▶ _Your objective_: The lines to be copied are those below that contain "into".

▶ _Data to use_:
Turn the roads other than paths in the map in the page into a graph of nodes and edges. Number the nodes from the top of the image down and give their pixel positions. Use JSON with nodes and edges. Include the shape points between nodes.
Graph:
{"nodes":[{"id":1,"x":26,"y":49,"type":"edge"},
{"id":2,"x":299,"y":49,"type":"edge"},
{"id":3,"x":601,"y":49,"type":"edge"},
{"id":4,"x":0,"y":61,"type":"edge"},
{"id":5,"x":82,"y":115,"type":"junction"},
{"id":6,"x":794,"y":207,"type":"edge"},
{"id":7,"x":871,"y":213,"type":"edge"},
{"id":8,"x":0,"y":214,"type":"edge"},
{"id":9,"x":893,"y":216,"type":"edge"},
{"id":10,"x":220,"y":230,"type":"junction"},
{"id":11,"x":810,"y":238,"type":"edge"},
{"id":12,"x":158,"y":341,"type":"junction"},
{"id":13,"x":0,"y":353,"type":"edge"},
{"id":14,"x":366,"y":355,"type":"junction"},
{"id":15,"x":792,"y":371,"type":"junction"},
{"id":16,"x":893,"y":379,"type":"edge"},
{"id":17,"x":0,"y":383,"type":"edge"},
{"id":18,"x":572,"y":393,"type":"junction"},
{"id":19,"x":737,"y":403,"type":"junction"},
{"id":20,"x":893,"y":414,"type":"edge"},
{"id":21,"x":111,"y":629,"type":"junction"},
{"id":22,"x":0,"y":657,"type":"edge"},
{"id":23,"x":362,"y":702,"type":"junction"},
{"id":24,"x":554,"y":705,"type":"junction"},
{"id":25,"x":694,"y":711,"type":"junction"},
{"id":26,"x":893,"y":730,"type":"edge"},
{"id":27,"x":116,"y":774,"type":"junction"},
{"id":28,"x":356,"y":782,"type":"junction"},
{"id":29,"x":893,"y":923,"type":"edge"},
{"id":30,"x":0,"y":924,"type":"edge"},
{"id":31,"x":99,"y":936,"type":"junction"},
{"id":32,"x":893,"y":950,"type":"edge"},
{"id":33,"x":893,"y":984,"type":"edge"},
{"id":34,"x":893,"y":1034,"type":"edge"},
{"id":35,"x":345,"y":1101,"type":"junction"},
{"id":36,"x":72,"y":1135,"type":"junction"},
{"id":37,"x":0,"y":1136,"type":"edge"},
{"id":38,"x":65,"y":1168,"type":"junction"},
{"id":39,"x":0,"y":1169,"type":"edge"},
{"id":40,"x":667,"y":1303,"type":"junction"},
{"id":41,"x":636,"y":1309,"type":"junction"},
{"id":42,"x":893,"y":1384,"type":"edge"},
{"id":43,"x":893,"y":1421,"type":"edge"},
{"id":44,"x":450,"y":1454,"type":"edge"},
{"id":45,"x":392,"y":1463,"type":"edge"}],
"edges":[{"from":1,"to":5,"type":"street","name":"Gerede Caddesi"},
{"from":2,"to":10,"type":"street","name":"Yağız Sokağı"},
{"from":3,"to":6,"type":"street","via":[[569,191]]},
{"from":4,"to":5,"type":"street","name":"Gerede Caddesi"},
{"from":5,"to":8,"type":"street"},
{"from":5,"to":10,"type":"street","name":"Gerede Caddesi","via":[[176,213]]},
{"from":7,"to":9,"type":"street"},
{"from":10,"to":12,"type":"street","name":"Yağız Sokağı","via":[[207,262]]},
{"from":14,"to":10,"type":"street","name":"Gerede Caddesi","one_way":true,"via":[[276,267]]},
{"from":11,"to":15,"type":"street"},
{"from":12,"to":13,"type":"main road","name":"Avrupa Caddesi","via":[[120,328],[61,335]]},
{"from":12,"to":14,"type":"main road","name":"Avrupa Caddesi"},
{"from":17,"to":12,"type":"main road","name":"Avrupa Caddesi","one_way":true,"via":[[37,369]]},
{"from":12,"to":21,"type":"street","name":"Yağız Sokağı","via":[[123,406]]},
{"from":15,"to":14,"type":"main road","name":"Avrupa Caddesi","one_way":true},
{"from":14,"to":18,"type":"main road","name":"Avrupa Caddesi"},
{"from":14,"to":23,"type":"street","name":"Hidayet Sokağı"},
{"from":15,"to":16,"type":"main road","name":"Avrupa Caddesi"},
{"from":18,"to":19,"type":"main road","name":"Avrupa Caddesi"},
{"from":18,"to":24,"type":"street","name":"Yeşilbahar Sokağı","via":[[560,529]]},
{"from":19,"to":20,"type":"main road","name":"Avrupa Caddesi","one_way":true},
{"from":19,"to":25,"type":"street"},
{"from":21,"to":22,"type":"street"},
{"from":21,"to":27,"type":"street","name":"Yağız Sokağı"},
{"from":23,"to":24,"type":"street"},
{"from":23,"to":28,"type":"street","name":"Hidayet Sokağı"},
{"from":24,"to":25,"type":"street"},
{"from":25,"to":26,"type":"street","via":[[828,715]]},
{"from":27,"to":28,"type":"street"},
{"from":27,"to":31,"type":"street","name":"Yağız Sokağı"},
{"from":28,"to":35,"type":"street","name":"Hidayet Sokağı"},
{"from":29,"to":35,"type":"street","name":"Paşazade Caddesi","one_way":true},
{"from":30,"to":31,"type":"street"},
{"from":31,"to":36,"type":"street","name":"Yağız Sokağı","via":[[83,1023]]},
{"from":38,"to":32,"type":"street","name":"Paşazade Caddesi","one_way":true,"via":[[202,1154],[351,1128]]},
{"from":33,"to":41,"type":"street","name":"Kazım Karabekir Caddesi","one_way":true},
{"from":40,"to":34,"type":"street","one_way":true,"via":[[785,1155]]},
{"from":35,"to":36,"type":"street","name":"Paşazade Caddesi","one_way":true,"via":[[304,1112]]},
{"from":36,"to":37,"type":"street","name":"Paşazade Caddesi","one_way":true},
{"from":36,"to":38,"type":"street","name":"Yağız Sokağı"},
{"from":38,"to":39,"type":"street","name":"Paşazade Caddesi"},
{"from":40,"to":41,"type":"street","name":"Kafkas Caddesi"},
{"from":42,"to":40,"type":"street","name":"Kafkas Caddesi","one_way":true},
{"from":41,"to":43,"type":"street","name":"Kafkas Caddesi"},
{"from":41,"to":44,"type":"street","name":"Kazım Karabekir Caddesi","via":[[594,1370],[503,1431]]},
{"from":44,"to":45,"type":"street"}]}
---
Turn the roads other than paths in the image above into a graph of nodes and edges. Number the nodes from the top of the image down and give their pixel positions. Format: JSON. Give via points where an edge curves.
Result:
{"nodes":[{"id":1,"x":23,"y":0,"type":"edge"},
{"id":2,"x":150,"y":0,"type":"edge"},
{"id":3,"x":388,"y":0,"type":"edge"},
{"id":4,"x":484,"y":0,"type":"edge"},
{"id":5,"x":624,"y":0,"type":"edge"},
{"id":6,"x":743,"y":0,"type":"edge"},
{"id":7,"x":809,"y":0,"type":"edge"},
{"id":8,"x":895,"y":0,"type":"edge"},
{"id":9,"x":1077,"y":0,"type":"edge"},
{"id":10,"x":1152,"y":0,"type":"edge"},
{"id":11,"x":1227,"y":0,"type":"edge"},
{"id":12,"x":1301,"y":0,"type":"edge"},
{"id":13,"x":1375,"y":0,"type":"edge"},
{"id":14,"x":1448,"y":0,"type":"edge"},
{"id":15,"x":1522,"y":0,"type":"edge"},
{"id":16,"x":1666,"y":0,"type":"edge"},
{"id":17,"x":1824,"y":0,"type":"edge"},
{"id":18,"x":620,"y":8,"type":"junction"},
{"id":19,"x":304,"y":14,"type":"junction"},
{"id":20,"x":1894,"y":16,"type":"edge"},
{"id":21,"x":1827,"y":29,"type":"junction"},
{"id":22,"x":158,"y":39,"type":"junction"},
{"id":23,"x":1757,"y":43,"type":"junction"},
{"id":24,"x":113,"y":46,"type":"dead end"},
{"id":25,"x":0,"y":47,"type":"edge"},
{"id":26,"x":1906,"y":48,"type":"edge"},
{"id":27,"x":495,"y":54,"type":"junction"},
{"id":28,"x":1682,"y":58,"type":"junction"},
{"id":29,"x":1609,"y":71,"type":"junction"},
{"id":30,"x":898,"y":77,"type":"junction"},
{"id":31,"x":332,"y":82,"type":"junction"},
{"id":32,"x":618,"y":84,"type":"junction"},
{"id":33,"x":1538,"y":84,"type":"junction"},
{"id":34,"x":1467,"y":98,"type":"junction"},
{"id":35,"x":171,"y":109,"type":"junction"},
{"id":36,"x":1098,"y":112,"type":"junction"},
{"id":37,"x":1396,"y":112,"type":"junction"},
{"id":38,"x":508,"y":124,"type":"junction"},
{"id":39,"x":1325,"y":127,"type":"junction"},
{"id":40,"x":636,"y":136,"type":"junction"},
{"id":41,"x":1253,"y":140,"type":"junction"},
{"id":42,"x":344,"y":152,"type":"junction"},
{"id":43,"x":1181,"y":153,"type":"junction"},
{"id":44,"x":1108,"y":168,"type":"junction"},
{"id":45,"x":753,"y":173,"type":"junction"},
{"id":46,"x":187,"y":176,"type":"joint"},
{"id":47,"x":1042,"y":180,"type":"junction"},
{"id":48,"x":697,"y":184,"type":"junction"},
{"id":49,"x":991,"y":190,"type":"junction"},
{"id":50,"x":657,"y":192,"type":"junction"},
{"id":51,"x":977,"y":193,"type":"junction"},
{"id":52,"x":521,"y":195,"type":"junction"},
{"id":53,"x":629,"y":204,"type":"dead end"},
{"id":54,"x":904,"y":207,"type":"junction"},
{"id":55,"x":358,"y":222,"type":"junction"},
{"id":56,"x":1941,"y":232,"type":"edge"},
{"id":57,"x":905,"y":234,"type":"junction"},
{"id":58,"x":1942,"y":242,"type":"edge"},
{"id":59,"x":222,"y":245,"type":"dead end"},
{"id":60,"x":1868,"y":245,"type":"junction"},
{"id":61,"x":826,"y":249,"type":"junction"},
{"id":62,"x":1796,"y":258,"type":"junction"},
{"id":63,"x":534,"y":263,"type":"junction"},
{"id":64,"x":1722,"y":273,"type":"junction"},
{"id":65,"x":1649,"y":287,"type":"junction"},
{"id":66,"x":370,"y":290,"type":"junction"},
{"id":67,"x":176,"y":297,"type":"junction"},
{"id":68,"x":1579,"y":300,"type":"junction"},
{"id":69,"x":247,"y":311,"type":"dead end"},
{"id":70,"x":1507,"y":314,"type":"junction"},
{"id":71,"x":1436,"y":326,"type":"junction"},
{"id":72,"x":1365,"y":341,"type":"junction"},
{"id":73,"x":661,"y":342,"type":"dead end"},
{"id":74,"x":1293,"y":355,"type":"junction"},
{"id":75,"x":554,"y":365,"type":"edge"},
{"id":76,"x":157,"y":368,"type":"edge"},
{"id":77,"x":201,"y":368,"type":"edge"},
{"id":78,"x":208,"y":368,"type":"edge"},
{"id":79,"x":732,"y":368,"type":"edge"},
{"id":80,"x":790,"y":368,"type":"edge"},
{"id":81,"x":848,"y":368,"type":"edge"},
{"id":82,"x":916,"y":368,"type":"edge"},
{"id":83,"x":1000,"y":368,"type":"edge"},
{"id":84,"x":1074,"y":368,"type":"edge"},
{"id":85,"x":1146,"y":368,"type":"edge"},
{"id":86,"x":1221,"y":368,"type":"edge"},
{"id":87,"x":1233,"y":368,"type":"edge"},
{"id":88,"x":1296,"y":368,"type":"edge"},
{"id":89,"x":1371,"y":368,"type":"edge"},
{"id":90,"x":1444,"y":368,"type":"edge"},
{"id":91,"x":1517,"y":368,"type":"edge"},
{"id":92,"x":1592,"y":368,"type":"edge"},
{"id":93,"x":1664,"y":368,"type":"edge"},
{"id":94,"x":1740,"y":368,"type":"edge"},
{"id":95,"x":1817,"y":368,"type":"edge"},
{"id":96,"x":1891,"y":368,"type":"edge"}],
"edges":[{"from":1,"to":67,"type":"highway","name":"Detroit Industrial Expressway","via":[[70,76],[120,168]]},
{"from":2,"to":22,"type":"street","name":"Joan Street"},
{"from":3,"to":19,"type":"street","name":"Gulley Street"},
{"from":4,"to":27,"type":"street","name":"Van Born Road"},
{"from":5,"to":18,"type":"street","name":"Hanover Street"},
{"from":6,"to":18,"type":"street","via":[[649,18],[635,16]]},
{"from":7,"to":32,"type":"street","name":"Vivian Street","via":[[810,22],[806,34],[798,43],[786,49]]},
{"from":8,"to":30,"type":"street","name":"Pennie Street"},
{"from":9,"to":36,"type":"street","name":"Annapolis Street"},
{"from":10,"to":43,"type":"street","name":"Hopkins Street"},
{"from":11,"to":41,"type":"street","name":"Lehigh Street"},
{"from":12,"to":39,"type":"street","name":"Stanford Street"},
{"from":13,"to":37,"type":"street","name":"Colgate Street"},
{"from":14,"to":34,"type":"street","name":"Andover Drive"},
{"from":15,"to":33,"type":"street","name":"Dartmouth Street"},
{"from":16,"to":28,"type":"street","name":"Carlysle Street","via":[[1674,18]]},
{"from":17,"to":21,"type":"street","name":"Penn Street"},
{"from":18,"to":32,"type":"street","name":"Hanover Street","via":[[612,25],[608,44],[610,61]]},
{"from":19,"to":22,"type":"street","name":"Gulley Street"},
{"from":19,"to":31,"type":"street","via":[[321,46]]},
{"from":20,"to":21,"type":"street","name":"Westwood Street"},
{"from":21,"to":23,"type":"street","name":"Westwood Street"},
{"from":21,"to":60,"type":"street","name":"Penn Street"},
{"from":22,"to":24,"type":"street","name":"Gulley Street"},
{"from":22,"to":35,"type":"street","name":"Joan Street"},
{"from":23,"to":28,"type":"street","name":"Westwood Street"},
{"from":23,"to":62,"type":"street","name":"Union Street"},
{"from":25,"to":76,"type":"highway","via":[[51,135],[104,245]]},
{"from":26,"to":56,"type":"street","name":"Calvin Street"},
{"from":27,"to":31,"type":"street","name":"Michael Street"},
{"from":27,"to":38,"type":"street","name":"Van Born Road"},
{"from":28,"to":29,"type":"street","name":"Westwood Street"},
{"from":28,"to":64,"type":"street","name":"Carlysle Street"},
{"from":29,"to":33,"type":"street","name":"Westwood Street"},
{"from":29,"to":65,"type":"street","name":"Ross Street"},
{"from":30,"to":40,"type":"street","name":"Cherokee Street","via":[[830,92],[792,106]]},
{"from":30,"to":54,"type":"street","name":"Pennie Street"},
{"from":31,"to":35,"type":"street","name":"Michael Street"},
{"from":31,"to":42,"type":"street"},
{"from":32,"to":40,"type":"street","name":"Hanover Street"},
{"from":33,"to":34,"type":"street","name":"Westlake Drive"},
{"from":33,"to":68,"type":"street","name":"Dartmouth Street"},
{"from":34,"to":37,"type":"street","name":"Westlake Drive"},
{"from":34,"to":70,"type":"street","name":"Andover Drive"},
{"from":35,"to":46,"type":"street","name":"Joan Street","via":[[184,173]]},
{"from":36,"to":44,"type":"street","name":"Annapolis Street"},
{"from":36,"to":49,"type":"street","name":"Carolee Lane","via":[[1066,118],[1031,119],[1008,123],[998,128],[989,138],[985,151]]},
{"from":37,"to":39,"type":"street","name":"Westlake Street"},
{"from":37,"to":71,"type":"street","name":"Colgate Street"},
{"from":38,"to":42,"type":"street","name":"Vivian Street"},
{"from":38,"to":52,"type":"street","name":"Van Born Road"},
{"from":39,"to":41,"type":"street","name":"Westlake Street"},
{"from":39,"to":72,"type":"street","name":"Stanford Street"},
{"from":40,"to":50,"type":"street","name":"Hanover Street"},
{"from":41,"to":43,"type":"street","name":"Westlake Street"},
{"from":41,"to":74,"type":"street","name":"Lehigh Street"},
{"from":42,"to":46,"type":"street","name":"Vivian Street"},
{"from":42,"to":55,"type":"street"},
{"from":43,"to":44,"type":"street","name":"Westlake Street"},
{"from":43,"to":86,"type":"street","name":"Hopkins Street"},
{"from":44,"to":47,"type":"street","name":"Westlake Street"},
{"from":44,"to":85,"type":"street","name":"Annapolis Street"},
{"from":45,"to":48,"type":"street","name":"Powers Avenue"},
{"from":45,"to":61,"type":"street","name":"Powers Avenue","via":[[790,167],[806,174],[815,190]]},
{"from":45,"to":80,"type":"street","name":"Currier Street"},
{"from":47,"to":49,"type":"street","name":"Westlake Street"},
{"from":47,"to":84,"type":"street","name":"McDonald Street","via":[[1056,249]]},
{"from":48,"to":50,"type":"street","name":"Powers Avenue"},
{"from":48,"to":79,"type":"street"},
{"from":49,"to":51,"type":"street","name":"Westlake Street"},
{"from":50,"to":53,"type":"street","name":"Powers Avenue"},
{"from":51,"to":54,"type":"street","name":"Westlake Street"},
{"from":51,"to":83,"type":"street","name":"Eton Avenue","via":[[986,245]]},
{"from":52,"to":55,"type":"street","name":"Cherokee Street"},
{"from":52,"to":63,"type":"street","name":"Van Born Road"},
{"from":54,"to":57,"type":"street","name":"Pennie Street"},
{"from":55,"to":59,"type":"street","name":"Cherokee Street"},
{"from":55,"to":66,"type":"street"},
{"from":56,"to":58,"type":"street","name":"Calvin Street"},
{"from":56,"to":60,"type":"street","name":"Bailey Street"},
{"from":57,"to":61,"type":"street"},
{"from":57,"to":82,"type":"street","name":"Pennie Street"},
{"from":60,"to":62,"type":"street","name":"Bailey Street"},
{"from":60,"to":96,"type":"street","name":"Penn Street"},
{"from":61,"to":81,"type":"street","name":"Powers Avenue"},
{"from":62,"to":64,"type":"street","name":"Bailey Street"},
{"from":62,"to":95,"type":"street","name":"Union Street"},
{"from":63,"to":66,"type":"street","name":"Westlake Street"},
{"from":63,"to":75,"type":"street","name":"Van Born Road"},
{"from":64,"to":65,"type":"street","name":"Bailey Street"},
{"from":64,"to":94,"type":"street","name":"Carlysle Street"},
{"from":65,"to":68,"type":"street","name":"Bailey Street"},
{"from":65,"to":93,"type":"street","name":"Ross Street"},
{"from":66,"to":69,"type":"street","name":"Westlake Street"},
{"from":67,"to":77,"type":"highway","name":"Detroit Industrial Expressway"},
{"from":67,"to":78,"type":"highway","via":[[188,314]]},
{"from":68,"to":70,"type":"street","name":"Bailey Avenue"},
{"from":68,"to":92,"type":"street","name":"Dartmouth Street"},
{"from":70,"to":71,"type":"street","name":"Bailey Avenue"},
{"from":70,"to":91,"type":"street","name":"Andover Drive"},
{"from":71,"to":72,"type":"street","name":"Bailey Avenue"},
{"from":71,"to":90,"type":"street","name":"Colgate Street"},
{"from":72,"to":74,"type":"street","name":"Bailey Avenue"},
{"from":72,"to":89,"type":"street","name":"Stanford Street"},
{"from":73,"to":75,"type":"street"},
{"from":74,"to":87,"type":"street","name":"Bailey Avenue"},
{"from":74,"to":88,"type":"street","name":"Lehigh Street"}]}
---
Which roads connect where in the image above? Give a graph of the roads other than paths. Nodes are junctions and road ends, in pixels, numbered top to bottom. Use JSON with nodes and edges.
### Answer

▶ _Reply to the exercise_:
Turn the roads other than paths in the map in the page into a graph of nodes and edges. Number the nodes from the top of the image down and give their pixel positions. Use JSON with nodes and edges. Include the shape points between nodes.
Turn the roads other than paths in the image above into a graph of nodes and edges. Number the nodes from the top of the image down and give their pixel positions. Format: JSON. Give via points where an edge curves.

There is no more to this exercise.